CIOs set a new standard for Australia's IT industry

Top CIOs made Fellows

Breaking new ground, the top CIOs from across the Asia Pacific region came together this week to mark the culmination of two years of hard work which has led to the introduction of new standards for IT professionals.

Changing the face of the local IT industry, 20 CIOs were appointed Fellows for the development of Australia's very first accreditation for CIOs, which will see IT professionals receive the title CPIO (Certified Practicing Information Officer).

The accreditation is a joint initiative between the CIO Executive Council, Certified Practicing Accountants (CPAs), six universities and the Australian Computer Society (ACS).

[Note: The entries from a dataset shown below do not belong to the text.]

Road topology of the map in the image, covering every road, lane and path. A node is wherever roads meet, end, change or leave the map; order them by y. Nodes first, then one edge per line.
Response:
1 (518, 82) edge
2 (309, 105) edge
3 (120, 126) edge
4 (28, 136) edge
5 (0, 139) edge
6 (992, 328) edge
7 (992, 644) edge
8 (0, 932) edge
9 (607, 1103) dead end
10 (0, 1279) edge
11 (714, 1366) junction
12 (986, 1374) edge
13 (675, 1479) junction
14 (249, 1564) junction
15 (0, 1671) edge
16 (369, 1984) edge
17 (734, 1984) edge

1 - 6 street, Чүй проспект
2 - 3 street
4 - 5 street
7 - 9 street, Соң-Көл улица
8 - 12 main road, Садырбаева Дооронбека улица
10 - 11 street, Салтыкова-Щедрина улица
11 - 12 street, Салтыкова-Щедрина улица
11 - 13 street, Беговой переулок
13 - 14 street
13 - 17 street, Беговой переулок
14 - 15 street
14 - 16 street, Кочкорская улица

Everyone involved in the initiative came together at the Four Seasons Hotel in Sydney in recognition of the new standards being developed for the IT profession, which is a first for Australia.

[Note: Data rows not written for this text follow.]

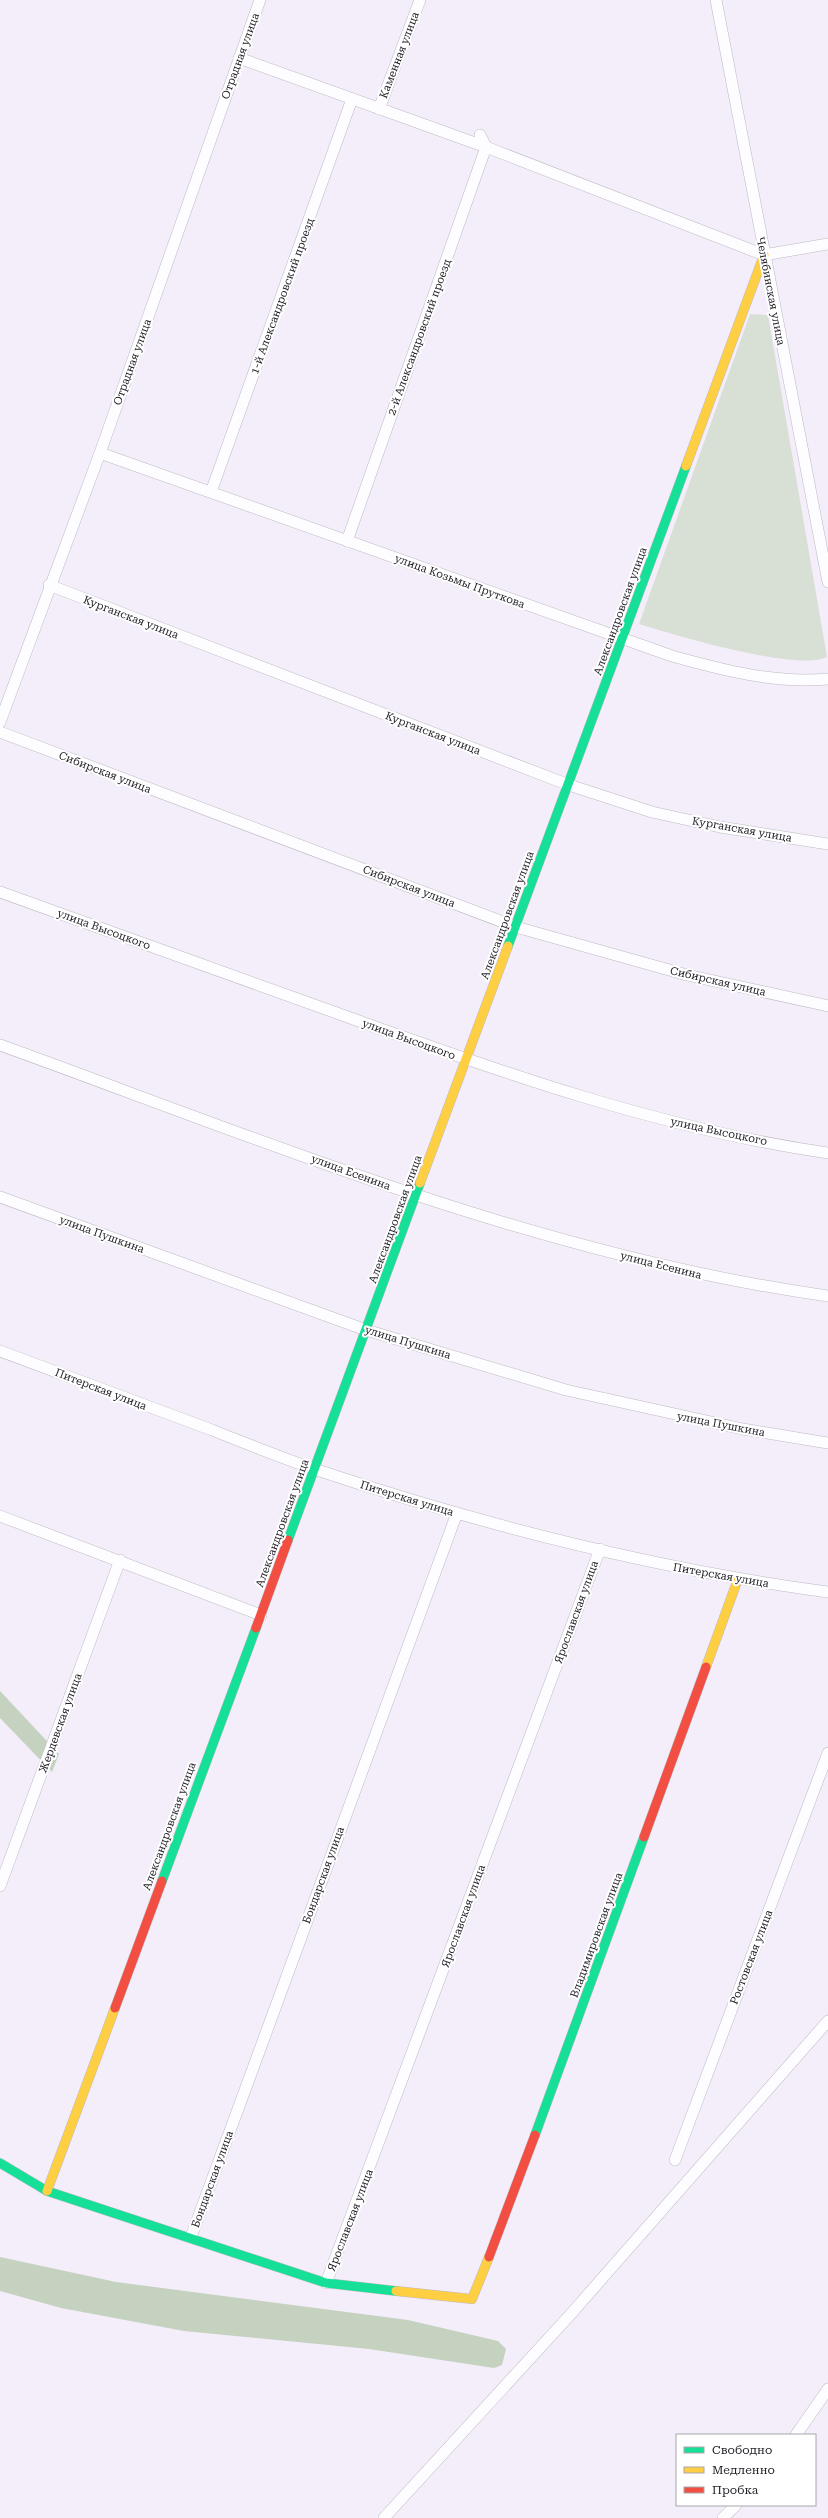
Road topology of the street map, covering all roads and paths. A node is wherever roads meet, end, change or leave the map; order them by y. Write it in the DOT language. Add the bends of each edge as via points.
graph roads {
  1 [pos="260,0"];
  2 [pos="420,0"];
  3 [pos="716,0"];
  4 [pos="239,58"];
  5 [pos="352,100"];
  6 [pos="379,109"];
  7 [pos="480,135"];
  8 [pos="486,147"];
  9 [pos="828,244"];
  10 [pos="764,255"];
  11 [pos="100,453"];
  12 [pos="211,492"];
  13 [pos="347,541"];
  14 [pos="828,582"];
  15 [pos="49,585"];
  16 [pos="623,639"];
  17 [pos="828,679"];
  18 [pos="0,722"];
  19 [pos="0,732"];
  20 [pos="568,785"];
  21 [pos="828,844"];
  22 [pos="0,892"];
  23 [pos="516,927"];
  24 [pos="828,1006"];
  25 [pos="0,1045"];
  26 [pos="466,1060"];
  27 [pos="828,1153"];
  28 [pos="416,1196"];
  29 [pos="0,1197"];
  30 [pos="828,1296"];
  31 [pos="366,1330"];
  32 [pos="0,1351"];
  33 [pos="828,1443"];
  34 [pos="315,1469"];
  35 [pos="457,1513"];
  36 [pos="0,1516"];
  37 [pos="600,1549"];
  38 [pos="120,1560"];
  39 [pos="738,1579"];
  40 [pos="828,1592"];
  41 [pos="261,1615"];
  42 [pos="828,1753"];
  43 [pos="0,1886"];
  44 [pos="828,2021"];
  45 [pos="675,2160"];
  46 [pos="0,2163"];
  47 [pos="47,2191"];
  48 [pos="191,2237"];
  49 [pos="326,2283"];
  50 [pos="828,2389"];
  51 [pos="797,2434"];
  52 [pos="735,2506"];
  53 [pos="384,2518"];
  54 [pos="723,2518"];
  1 -- 4 [label="street, Отрадная улица"];
  2 -- 6 [label="street, Каменная улица"];
  3 -- 10 [label="street, Челябинская улица"];
  4 -- 5 [label="street"];
  4 -- 11 [label="street, Отрадная улица"];
  5 -- 6 [label="street"];
  5 -- 12 [label="street, 1-й Александровский проезд"];
  6 -- 8 [label="street"];
  7 -- 8 [label="street"];
  8 -- 10 [label="street"];
  8 -- 13 [label="street, 2-й Александровский проезд"];
  9 -- 10 [label="street"];
  10 -- 14 [label="street, Челябинская улица"];
  10 -- 16 [label="street, Александровская улица"];
  11 -- 12 [label="street, улица Козьмы Пруткова"];
  11 -- 15 [label="street, Отрадная улица"];
  12 -- 13 [label="street, улица Козьмы Пруткова"];
  13 -- 16 [label="street, улица Козьмы Пруткова"];
  15 -- 18 [label="street, Отрадная улица"];
  15 -- 20 [label="street, Курганская улица"];
  16 -- 17 [label="street, улица Козьмы Пруткова" via="731,672 793,679"];
  16 -- 20 [label="street, Александровская улица"];
  19 -- 23 [label="street, Сибирская улица"];
  20 -- 21 [label="street, Курганская улица" via="652,812 705,824"];
  20 -- 23 [label="street, Александровская улица"];
  22 -- 26 [label="street, улица Высоцкого"];
  23 -- 24 [label="street, Сибирская улица" via="687,976"];
  23 -- 26 [label="street, Александровская улица"];
  25 -- 28 [label="street, улица Есенина"];
  26 -- 27 [label="street, улица Высоцкого" via="650,1117"];
  26 -- 28 [label="street, Александровская улица"];
  28 -- 30 [label="street, улица Есенина" via="590,1248 693,1274"];
  28 -- 31 [label="street, Александровская улица"];
  29 -- 31 [label="street, улица Пушкина"];
  31 -- 33 [label="street, улица Пушкина" via="573,1392 743,1429"];
  31 -- 34 [label="street, Александровская улица"];
  32 -- 34 [label="street, Питерская улица"];
  34 -- 35 [label="street, Питерская улица"];
  34 -- 41 [label="street, Александровская улица"];
  35 -- 37 [label="street, Питерская улица"];
  35 -- 48 [label="street, Бондарская улица"];
  36 -- 38 [label="street"];
  37 -- 39 [label="street, Питерская улица"];
  37 -- 49 [label="street, Ярославская улица"];
  38 -- 41 [label="street"];
  38 -- 43 [label="street, Жердевская улица"];
  39 -- 40 [label="street, Питерская улица"];
  39 -- 49 [label="street, Владимировская улица" via="499,2234 472,2299"];
  41 -- 47 [label="street, Александровская улица"];
  42 -- 45 [label="street, Ростовская улица"];
  44 -- 53 [label="street" via="570,2315"];
  46 -- 47 [label="street"];
  47 -- 48 [label="street"];
  48 -- 49 [label="street"];
  50 -- 51 [label="street"];
  52 -- 54 [label="street"];
}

The event was hosted by the CIO Executive Council, an advocacy group formed in July 2005, which is a brains trust of the top IT leaders in the country to create programs and methodologies to formalise the profession.

Executive director of the peer to peer networking group, which now has 81 members, is Con Colovos.

He said the energy in the room on the night was electric as it was an opportunity for members to recognize their achievements to date.

"We have gone beyond our charter of creating synergies between CIOs and collaborative unions; we haven't just set standards for the industry but we are developing future leaders," Colovos said.

Queensland government CIO Peter Grant described the event and the achievements of the council as inspiring.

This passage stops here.